→ **Work to complete**
Identify all lines in the data containing the string "Aviación". Copy them out.

──────── Record set ────────

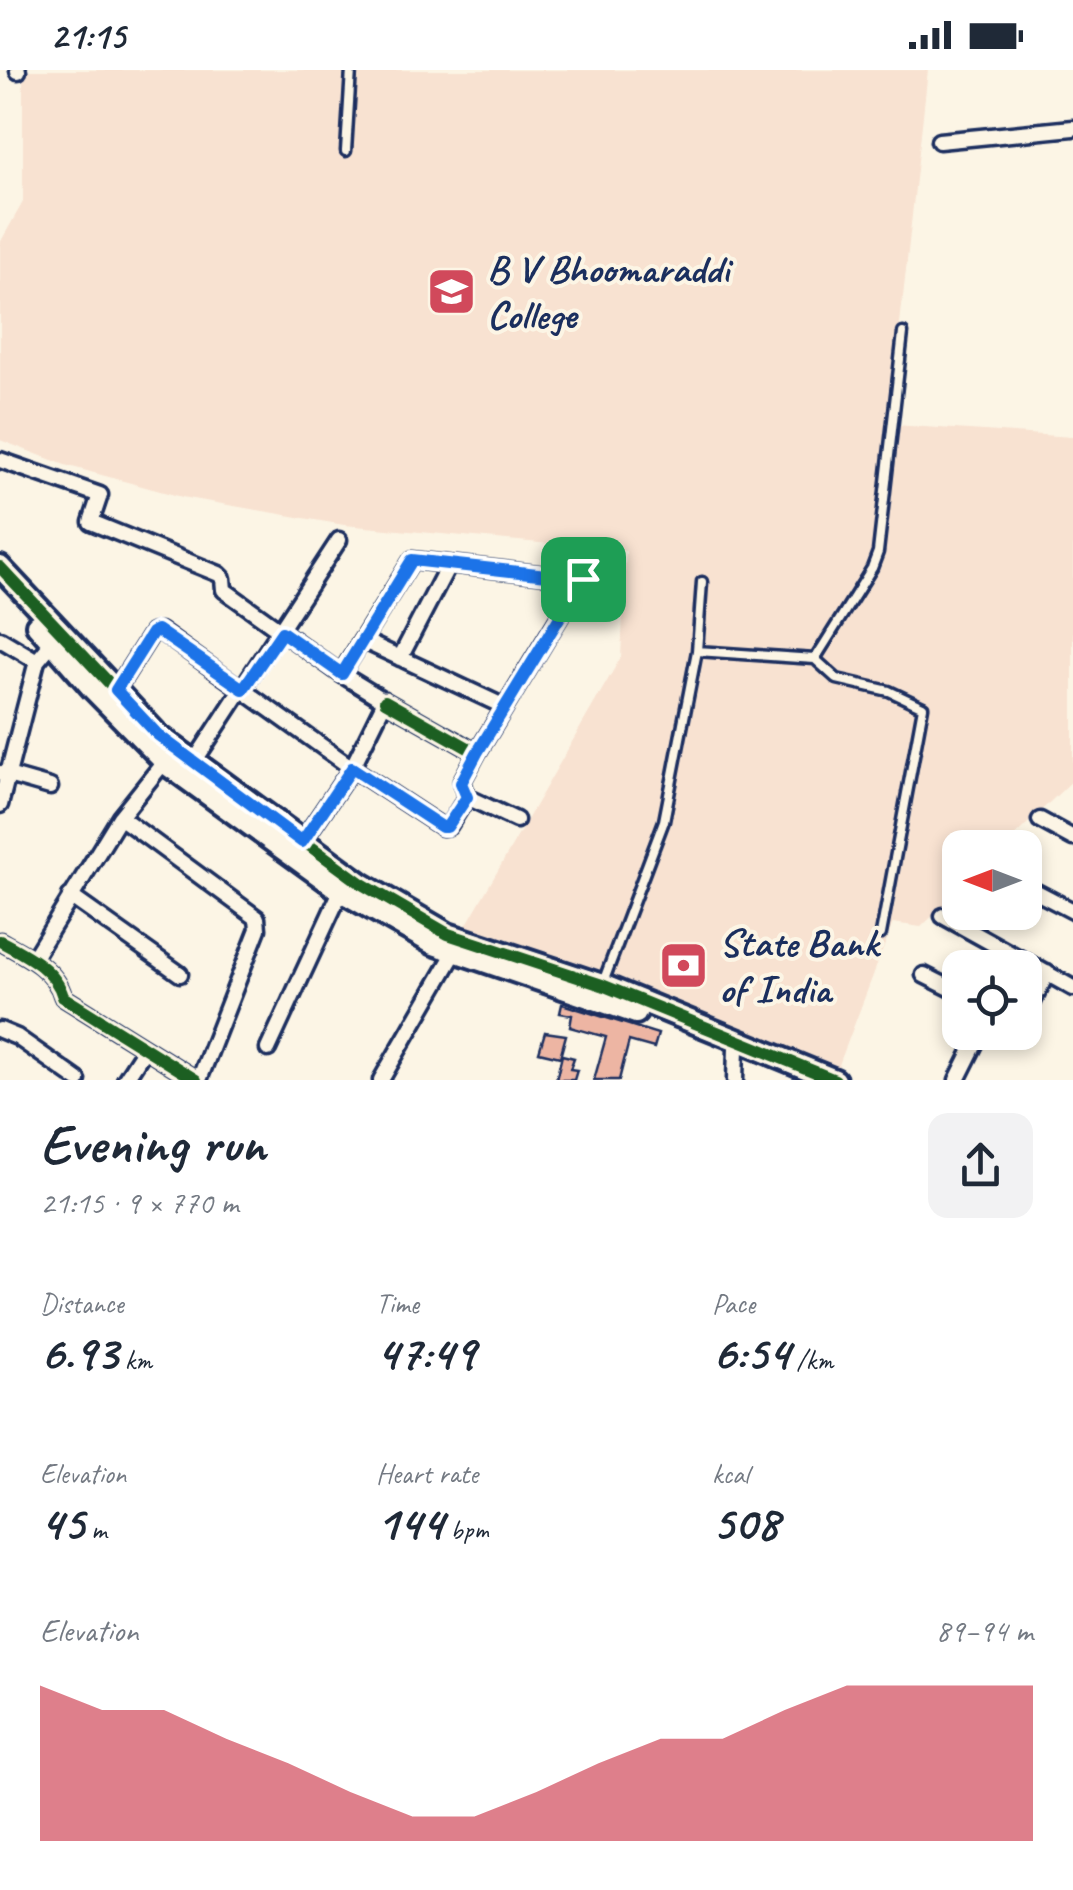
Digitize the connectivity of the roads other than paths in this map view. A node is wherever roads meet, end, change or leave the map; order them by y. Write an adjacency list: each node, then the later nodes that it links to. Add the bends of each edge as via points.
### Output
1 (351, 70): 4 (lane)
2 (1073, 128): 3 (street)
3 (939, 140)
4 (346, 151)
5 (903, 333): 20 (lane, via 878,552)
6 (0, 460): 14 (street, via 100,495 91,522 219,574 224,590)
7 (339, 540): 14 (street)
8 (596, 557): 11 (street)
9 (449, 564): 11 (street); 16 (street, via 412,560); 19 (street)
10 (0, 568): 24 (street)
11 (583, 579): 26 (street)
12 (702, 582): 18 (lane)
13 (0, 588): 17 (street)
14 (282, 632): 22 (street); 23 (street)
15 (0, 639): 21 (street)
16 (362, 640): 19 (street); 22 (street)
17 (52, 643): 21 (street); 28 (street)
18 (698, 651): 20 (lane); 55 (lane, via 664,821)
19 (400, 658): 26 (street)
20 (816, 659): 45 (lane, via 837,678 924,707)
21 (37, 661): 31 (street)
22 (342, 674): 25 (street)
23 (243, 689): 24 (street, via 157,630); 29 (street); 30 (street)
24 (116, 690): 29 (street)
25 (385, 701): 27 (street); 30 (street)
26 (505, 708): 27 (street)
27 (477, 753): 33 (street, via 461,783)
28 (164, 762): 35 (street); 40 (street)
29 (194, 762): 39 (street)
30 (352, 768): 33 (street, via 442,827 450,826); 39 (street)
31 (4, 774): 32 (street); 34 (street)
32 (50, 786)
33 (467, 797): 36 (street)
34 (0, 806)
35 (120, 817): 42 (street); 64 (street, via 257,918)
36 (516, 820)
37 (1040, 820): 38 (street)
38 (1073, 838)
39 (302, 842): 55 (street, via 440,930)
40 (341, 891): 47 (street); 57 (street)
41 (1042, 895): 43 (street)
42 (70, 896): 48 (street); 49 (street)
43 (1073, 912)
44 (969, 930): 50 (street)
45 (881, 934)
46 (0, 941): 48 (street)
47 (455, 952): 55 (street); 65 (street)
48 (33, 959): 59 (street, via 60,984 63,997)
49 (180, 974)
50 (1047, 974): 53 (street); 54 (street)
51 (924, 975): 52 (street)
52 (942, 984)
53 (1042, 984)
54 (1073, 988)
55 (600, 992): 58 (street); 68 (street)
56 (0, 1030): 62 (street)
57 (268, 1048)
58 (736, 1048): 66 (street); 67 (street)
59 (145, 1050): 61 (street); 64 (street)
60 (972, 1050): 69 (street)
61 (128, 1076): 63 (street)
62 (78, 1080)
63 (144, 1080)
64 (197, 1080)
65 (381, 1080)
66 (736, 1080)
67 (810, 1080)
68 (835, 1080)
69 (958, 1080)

────────
──────── Record set ────────

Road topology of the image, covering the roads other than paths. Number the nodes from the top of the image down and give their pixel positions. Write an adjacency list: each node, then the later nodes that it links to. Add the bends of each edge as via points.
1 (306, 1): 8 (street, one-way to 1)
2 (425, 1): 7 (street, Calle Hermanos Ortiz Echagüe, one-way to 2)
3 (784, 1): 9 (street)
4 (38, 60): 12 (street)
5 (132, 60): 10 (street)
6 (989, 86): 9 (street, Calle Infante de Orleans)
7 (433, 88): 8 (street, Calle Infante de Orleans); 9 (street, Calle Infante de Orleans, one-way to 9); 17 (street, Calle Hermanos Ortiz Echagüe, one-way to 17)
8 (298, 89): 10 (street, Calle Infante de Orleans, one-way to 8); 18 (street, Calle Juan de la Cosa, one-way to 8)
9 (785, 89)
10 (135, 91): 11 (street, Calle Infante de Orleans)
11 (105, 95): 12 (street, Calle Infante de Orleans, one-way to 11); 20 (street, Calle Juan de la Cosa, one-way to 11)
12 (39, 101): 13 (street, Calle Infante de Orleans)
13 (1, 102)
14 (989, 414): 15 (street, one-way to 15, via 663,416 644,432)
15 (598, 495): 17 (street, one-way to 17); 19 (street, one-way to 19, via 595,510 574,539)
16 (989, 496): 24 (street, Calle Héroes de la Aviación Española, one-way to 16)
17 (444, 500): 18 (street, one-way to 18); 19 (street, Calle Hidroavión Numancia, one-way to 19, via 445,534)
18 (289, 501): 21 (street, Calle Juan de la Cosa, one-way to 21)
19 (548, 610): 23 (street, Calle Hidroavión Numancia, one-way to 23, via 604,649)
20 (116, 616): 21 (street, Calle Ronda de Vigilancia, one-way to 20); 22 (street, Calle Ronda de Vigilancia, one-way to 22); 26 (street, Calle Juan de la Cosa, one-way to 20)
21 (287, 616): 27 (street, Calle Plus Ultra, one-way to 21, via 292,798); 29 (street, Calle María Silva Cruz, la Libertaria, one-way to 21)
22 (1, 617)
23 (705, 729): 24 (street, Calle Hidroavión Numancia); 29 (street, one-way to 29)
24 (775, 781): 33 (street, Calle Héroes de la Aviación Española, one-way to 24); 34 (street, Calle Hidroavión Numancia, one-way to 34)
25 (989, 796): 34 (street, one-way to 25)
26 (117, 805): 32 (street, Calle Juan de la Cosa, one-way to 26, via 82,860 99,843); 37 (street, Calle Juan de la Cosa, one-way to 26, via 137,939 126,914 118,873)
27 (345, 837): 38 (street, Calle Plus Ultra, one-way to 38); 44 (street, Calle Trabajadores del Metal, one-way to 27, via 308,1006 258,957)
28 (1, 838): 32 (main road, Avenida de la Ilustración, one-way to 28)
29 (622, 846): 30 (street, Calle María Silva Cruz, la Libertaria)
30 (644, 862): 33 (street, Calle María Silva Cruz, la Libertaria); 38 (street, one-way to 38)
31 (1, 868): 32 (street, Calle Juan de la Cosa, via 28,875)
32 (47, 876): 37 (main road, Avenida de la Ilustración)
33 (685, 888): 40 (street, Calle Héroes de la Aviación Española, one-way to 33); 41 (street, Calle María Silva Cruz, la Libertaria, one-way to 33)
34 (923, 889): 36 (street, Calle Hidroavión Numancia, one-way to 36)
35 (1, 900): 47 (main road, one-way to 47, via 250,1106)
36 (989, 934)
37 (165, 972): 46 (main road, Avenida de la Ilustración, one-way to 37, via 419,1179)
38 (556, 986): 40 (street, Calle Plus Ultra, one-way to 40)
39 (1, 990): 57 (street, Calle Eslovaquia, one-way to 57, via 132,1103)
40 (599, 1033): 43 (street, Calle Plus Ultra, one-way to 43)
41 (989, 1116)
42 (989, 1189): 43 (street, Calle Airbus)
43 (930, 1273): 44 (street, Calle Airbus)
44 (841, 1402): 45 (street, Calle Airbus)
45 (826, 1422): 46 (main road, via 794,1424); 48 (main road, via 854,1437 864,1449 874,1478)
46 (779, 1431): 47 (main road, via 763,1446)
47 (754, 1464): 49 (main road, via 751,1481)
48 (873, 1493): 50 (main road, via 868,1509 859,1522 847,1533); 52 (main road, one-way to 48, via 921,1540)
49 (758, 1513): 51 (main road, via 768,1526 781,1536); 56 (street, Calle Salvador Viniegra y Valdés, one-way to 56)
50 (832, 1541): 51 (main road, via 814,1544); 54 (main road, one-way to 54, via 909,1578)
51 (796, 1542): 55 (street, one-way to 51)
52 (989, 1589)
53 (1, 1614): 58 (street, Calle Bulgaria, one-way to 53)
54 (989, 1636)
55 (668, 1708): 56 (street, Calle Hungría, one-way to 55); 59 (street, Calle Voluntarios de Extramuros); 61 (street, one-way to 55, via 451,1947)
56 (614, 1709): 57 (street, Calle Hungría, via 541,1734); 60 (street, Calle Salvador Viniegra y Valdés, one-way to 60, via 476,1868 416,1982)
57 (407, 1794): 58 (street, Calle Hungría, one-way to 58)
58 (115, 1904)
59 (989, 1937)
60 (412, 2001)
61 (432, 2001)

────────

→ **Solved problem**
16 (989, 496): 24 (street, Calle Héroes de la Aviación Española, one-way to 16)
24 (775, 781): 33 (street, Calle Héroes de la Aviación Española, one-way to 24); 34 (street, Calle Hidroavión Numancia, one-way to 34)
33 (685, 888): 40 (street, Calle Héroes de la Aviación Española, one-way to 33); 41 (street, Calle María Silva Cruz, la Libertaria, one-way to 33)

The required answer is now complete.